Fig. 3.

Choline pathway dependency is linked to the activation of the PI3K pathway in the DLBCL cell line OCI-Ly1. (a) Deviation score vs. the effect differential illustrates the distribution and the number of compounds having enhanced susceptibility with (magenta) and without (blue) panobinostat pretreatment (left). Distribution and number of compounds within each category are denoted above the plot. Inset shows key targets representing high differential effect and deviation score (center). Network illustrating key interactions based on the targets of the 48 compounds identified to have greater effect than the CHKA inhibitor CK37 (right).

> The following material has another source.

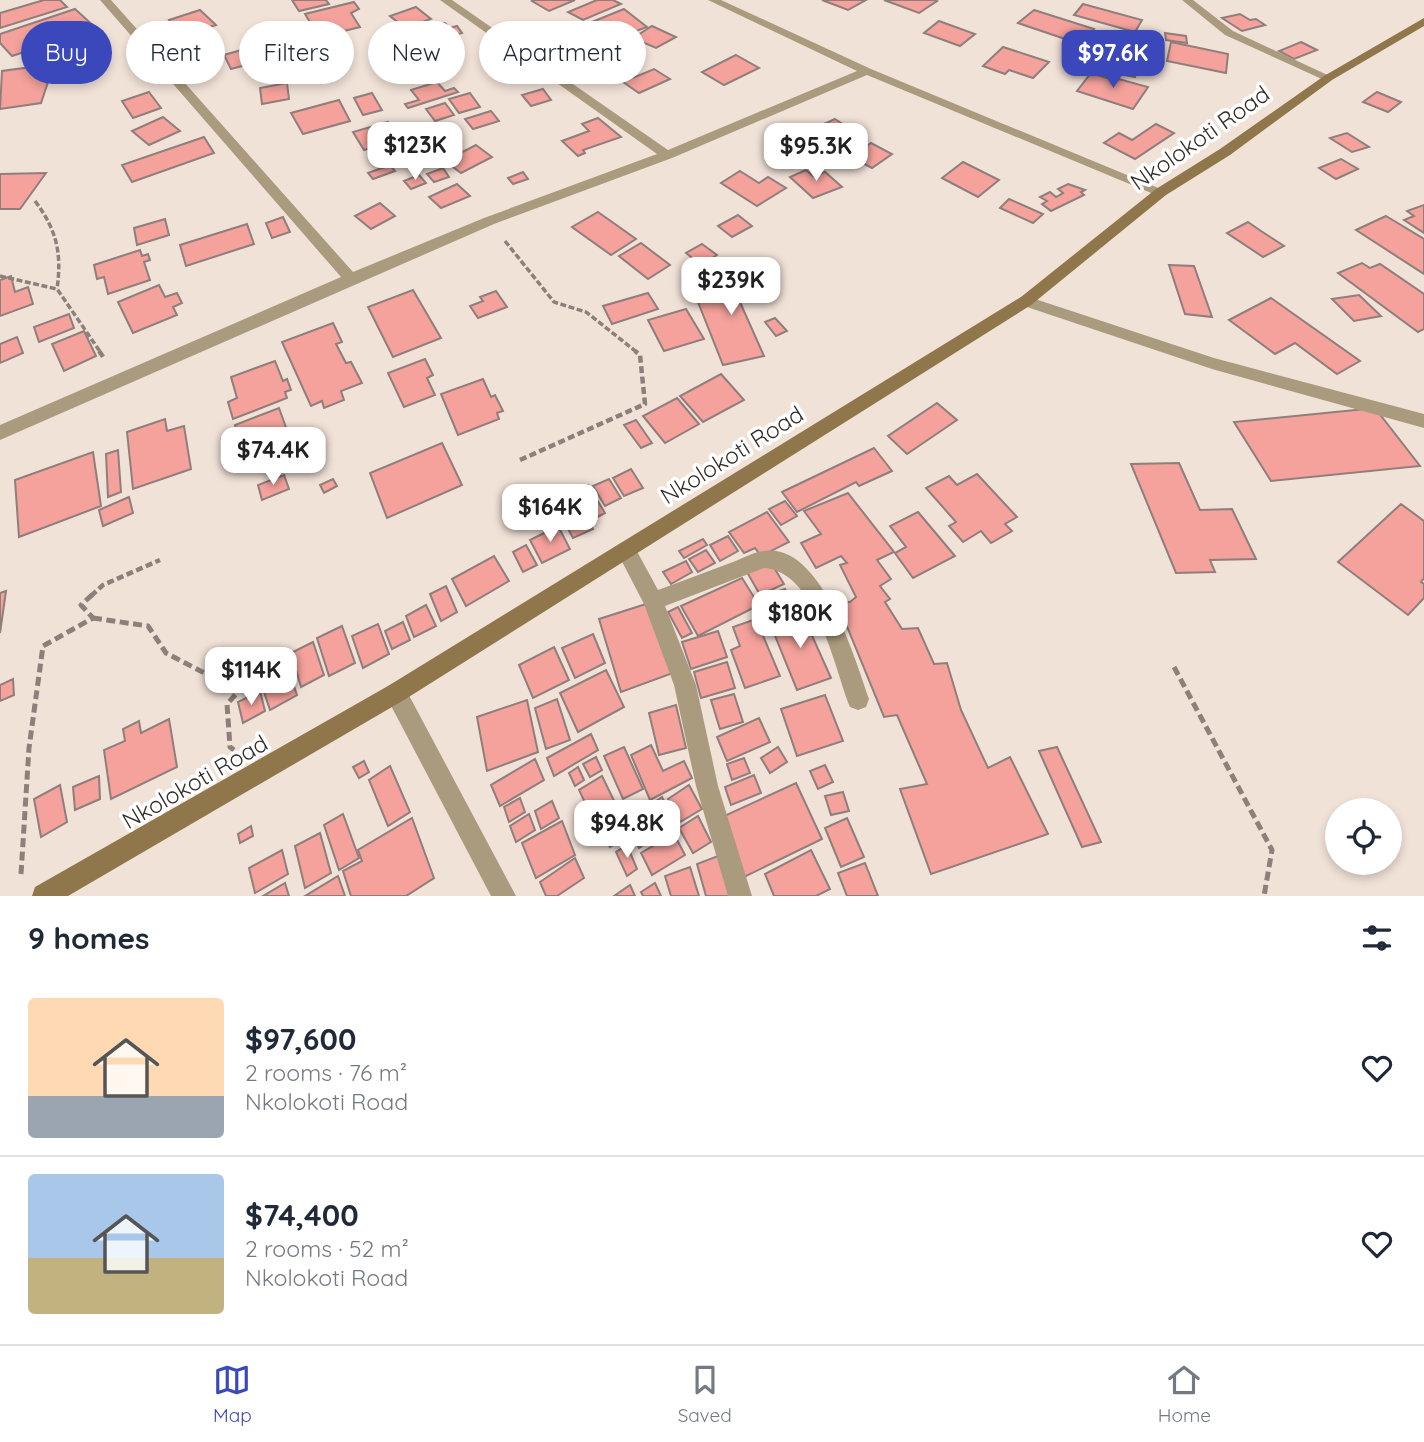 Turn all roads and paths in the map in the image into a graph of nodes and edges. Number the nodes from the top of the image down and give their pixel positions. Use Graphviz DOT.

Panobinostat pretreatment consisted in 10 nM exposure for 48 h. All compounds of the library were tested at 10 μM final concentration. (b) GI50 at 48 h of PI3K and MAPK inhibitors in OCI-Ly1 cells pretreated with vehicle (black dots) or 10 nM panobinostat (blue dots) for 48 h. (c) Viability (bottom) of OCI-Ly1 cells transfected with CHKA siRNA, pretreated with vehicle or 10 nM panobinostat, and exposed to 100 μM of the PI3K inhibitor AZD8186 for 24 h after pretreatment (top). (d) Viability (top) and caspase 3/7 activity (bottom) of OCI-Ly1 cells pretreated with vehicle or 10 nM panobinostat for 48 h, and then treated with 10 μM of the CHKA inhibitor CK37 (CHKAi) (left) or 100 μM of the PI3K inhibitor AZD8186 (right), with or without 100 μM phosphatidic acid (Ph. Acid) for the specified times. Data are represented as median ± SEM. (For interpretation of the references to colour in this figure legend, the reader is referred to the web version of this article.)